DATA FOR ANALYSIS:

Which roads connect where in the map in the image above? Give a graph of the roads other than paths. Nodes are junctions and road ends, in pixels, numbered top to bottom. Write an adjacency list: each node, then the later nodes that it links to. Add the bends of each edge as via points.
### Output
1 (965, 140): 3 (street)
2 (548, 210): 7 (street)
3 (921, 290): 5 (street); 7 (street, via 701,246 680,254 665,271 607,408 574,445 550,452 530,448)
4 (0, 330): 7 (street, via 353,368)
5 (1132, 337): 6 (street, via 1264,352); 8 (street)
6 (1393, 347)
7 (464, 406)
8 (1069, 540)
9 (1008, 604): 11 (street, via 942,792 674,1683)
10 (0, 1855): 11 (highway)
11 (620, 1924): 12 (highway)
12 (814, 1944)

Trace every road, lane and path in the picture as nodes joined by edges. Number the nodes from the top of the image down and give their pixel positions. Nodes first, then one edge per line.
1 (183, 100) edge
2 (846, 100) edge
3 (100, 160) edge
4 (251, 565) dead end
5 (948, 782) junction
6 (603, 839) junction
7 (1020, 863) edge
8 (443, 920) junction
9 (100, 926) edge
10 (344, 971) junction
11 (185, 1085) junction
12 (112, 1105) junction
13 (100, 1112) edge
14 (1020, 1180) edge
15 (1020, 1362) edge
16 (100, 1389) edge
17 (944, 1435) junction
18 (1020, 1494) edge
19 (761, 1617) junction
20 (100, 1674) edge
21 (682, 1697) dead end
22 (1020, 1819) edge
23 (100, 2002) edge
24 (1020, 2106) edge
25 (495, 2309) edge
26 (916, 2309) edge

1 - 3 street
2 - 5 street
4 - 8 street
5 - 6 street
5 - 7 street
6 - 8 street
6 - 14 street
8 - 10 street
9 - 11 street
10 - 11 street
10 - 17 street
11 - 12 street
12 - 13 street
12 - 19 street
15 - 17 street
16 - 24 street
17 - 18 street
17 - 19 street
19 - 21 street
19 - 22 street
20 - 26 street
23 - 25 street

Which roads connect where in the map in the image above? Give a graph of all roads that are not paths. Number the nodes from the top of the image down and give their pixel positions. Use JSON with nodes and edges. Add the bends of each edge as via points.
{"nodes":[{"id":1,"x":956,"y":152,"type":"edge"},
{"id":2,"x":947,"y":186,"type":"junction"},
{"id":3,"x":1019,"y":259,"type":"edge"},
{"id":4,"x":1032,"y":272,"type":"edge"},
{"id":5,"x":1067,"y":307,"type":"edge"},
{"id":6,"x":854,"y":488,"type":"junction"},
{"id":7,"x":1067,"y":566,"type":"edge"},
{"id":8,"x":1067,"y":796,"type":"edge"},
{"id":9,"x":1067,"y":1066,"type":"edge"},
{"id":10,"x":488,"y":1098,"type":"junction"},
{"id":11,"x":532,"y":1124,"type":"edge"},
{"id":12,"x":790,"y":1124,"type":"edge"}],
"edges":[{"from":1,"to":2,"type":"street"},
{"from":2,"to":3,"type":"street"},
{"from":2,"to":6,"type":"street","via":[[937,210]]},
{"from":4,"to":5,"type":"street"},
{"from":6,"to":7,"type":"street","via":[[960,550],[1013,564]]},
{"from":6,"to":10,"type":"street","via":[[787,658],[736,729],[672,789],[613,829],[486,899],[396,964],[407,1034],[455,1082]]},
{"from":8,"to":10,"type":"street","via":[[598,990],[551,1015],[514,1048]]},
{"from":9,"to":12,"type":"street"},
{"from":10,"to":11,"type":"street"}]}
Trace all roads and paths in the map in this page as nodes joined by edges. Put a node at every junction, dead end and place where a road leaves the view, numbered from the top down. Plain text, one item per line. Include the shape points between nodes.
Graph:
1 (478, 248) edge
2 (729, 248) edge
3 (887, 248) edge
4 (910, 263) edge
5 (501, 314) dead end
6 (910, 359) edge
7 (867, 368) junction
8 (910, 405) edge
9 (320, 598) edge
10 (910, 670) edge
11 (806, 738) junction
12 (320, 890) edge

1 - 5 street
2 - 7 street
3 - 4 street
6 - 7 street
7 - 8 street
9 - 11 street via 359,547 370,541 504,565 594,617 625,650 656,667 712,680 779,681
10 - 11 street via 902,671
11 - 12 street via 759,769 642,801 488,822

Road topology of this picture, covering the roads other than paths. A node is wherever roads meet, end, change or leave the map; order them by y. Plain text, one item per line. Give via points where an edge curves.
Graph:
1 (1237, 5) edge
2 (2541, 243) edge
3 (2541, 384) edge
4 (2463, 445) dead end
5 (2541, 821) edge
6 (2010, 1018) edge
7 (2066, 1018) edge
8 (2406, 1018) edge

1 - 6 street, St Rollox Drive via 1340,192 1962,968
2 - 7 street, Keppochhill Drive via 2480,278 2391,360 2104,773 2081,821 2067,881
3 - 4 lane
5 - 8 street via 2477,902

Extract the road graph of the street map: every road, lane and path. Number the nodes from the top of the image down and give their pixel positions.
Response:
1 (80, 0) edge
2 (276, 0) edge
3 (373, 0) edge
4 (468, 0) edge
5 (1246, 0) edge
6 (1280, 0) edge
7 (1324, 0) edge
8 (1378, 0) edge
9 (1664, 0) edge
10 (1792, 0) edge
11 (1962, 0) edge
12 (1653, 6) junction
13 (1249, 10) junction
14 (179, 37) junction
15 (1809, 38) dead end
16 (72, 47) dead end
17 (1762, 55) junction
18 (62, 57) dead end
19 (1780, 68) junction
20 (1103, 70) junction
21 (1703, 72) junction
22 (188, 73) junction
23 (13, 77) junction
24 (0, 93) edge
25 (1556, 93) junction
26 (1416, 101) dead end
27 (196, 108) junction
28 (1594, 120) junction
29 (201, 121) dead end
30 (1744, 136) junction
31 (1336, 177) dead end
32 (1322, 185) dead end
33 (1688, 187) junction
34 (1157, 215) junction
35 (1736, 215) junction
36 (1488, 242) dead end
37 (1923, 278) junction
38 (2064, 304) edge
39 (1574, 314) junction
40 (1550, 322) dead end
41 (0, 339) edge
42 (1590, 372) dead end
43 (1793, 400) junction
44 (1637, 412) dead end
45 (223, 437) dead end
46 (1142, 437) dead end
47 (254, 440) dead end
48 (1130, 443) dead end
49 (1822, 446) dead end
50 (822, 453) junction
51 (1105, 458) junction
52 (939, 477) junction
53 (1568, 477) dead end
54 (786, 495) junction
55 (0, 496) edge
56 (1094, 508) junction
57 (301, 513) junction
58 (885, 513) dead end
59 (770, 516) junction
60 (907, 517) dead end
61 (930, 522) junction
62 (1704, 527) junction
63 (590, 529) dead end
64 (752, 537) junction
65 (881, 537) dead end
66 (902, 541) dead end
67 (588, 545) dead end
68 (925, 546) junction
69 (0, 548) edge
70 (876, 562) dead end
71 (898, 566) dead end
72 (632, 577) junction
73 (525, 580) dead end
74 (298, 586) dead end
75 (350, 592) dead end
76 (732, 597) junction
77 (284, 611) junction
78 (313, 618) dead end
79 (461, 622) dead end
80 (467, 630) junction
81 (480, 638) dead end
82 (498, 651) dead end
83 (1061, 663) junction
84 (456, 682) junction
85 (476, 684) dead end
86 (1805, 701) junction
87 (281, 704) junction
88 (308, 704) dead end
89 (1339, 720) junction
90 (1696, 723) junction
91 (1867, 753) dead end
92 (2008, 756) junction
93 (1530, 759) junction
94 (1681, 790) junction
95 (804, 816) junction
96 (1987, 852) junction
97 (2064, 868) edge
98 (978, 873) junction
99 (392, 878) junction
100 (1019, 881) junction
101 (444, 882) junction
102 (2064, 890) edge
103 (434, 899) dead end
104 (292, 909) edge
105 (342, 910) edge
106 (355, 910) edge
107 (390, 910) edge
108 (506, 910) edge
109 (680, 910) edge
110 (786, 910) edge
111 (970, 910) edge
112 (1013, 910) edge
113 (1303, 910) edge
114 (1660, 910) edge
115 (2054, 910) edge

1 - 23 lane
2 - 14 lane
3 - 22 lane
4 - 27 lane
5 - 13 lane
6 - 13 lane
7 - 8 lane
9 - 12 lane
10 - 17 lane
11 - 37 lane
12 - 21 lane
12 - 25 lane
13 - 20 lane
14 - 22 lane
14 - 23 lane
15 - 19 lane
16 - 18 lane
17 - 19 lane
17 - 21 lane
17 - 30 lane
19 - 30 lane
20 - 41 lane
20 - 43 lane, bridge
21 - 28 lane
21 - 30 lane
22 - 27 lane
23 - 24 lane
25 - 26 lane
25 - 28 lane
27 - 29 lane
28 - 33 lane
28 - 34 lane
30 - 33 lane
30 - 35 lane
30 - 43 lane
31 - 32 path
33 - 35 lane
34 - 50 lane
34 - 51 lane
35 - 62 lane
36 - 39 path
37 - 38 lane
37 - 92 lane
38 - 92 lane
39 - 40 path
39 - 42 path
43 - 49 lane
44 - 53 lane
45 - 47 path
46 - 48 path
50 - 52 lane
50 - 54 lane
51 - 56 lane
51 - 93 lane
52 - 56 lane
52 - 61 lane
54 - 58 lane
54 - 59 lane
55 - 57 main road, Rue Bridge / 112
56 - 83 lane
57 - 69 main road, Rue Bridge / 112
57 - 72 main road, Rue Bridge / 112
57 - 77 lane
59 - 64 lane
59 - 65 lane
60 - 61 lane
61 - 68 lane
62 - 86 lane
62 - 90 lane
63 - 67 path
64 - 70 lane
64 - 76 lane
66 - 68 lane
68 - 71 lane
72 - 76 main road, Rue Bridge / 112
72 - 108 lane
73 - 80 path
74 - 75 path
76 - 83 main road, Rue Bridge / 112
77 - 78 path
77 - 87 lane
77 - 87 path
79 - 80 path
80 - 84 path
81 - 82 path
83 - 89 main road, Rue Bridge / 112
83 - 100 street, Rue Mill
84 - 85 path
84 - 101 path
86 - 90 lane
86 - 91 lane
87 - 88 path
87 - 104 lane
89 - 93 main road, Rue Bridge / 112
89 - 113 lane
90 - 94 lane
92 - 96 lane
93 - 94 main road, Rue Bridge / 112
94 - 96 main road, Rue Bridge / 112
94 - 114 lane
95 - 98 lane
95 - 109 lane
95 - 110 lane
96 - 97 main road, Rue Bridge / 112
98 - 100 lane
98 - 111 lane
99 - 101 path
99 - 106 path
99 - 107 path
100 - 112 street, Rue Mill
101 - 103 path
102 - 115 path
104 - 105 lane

WHAT TO DO: Return every line from the entries above that includes the word "main".

RESPONSE TO THE EXERCISE:
55 - 57 main road, Rue Bridge / 112
57 - 69 main road, Rue Bridge / 112
57 - 72 main road, Rue Bridge / 112
72 - 76 main road, Rue Bridge / 112
76 - 83 main road, Rue Bridge / 112
83 - 89 main road, Rue Bridge / 112
89 - 93 main road, Rue Bridge / 112
93 - 94 main road, Rue Bridge / 112
94 - 96 main road, Rue Bridge / 112
96 - 97 main road, Rue Bridge / 112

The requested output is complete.